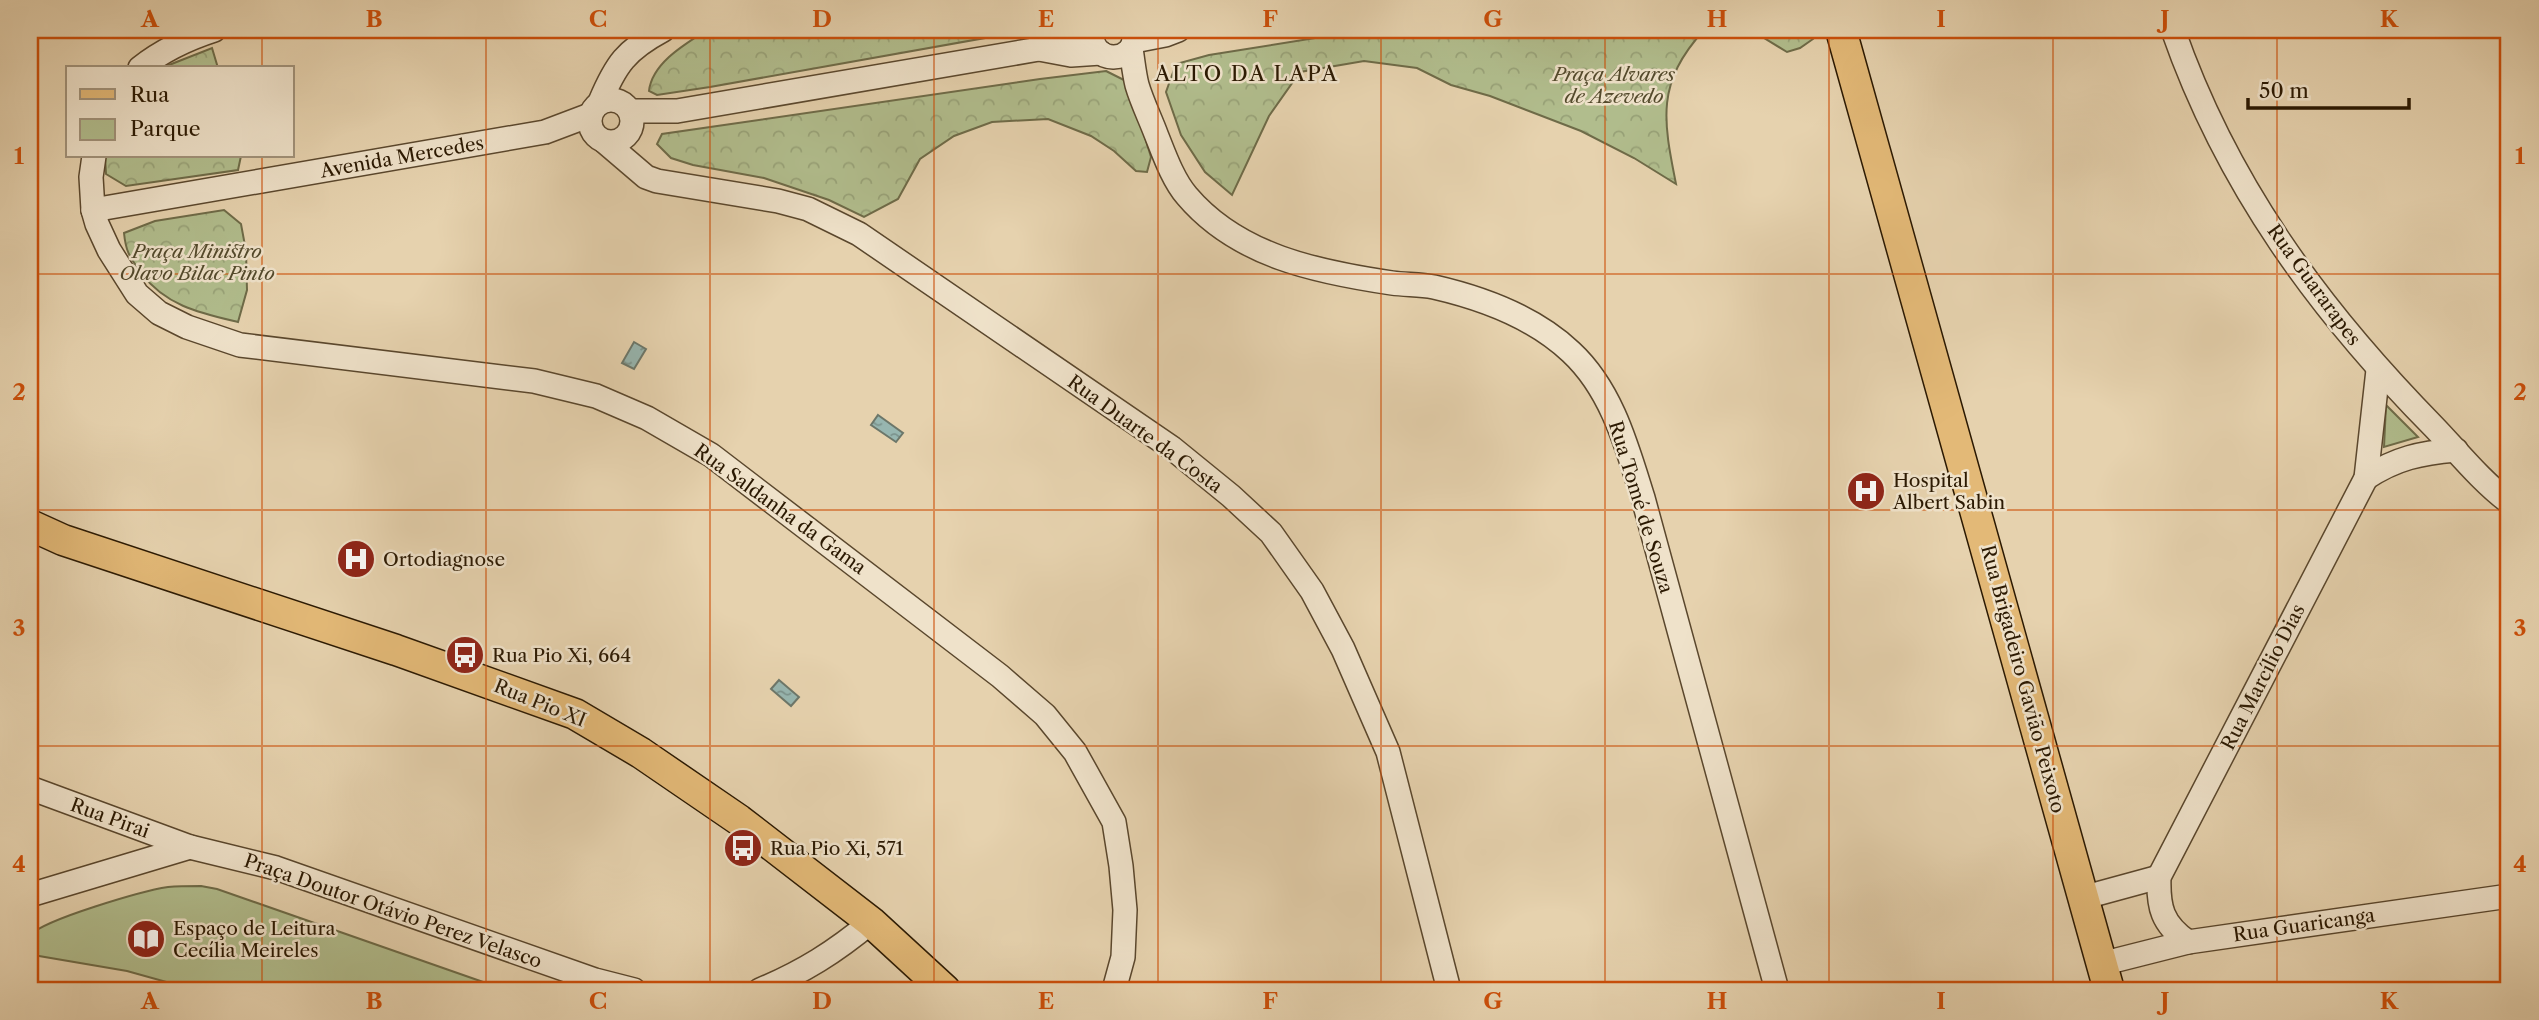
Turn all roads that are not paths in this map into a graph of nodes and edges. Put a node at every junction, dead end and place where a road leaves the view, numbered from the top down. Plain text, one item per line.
1 (214, 30) edge
2 (663, 30) edge
3 (1093, 30) edge
4 (1178, 30) edge
5 (1841, 30) edge
6 (2174, 30) edge
7 (1133, 40) edge
8 (1039, 49) junction
9 (1101, 53) junction
10 (143, 66) edge
11 (612, 121) junction
12 (94, 158) edge
13 (93, 210) junction
14 (2378, 370) junction
15 (2456, 450) junction
16 (2366, 478) junction
17 (2509, 502) edge
18 (30, 526) edge
19 (30, 538) edge
20 (63, 540) junction
21 (30, 788) edge
22 (190, 847) junction
23 (2159, 877) junction
24 (30, 895) edge
25 (2509, 896) edge
26 (2082, 898) junction
27 (872, 922) junction
28 (2189, 942) junction
29 (2105, 977) edge
30 (634, 990) edge
31 (760, 990) edge
32 (945, 990) edge
33 (1114, 990) edge
34 (1449, 990) edge
35 (1777, 990) edge

1 - 10 street
2 - 11 street
3 - 8 street, Avenida Mercedes
3 - 9 street
4 - 7 street
5 - 26 main road, Rua Brigadeiro Gavião Peixoto
6 - 14 street, Rua Guararapes
7 - 9 street, Avenida Mercedes
7 - 35 street, Rua Tomé de Souza
8 - 9 street, Avenida Mercedes
8 - 11 street, Avenida Mercedes
11 - 13 street, Avenida Mercedes
11 - 34 street, Rua Duarte da Costa
12 - 13 street, Rua Saldanha da Gama
13 - 33 street, Rua Saldanha da Gama
14 - 15 street, Rua Guararapes
14 - 16 street, Rua Marcílio Dias
15 - 16 street
15 - 17 street, Rua Guararapes
16 - 23 street, Rua Marcílio Dias
18 - 20 main road, Rua Pio XI
19 - 20 main road
20 - 27 main road, Rua Pio XI
21 - 22 street, Rua Pirai
22 - 24 street
22 - 30 street, Praça Doutor Otávio Perez Velasco
23 - 26 street
23 - 28 street
25 - 28 street, Rua Guaricanga
26 - 29 main road, Rua Brigadeiro Gavião Peixoto
27 - 31 street
27 - 32 main road, Rua Pio XI
28 - 29 street, Rua Guaricanga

■ WORK TO COMPLETE: In the copy, omit the pictures and reproduce every entry exactly.

■ THE ANSWER:
Turn all roads that are not paths in this map into a graph of nodes and edges. Put a node at every junction, dead end and place where a road leaves the view, numbered from the top down. Plain text, one item per line.
1 (214, 30) edge
2 (663, 30) edge
3 (1093, 30) edge
4 (1178, 30) edge
5 (1841, 30) edge
6 (2174, 30) edge
7 (1133, 40) edge
8 (1039, 49) junction
9 (1101, 53) junction
10 (143, 66) edge
11 (612, 121) junction
12 (94, 158) edge
13 (93, 210) junction
14 (2378, 370) junction
15 (2456, 450) junction
16 (2366, 478) junction
17 (2509, 502) edge
18 (30, 526) edge
19 (30, 538) edge
20 (63, 540) junction
21 (30, 788) edge
22 (190, 847) junction
23 (2159, 877) junction
24 (30, 895) edge
25 (2509, 896) edge
26 (2082, 898) junction
27 (872, 922) junction
28 (2189, 942) junction
29 (2105, 977) edge
30 (634, 990) edge
31 (760, 990) edge
32 (945, 990) edge
33 (1114, 990) edge
34 (1449, 990) edge
35 (1777, 990) edge

1 - 10 street
2 - 11 street
3 - 8 street, Avenida Mercedes
3 - 9 street
4 - 7 street
5 - 26 main road, Rua Brigadeiro Gavião Peixoto
6 - 14 street, Rua Guararapes
7 - 9 street, Avenida Mercedes
7 - 35 street, Rua Tomé de Souza
8 - 9 street, Avenida Mercedes
8 - 11 street, Avenida Mercedes
11 - 13 street, Avenida Mercedes
11 - 34 street, Rua Duarte da Costa
12 - 13 street, Rua Saldanha da Gama
13 - 33 street, Rua Saldanha da Gama
14 - 15 street, Rua Guararapes
14 - 16 street, Rua Marcílio Dias
15 - 16 street
15 - 17 street, Rua Guararapes
16 - 23 street, Rua Marcílio Dias
18 - 20 main road, Rua Pio XI
19 - 20 main road
20 - 27 main road, Rua Pio XI
21 - 22 street, Rua Pirai
22 - 24 street
22 - 30 street, Praça Doutor Otávio Perez Velasco
23 - 26 street
23 - 28 street
25 - 28 street, Rua Guaricanga
26 - 29 main road, Rua Brigadeiro Gavião Peixoto
27 - 31 street
27 - 32 main road, Rua Pio XI
28 - 29 street, Rua Guaricanga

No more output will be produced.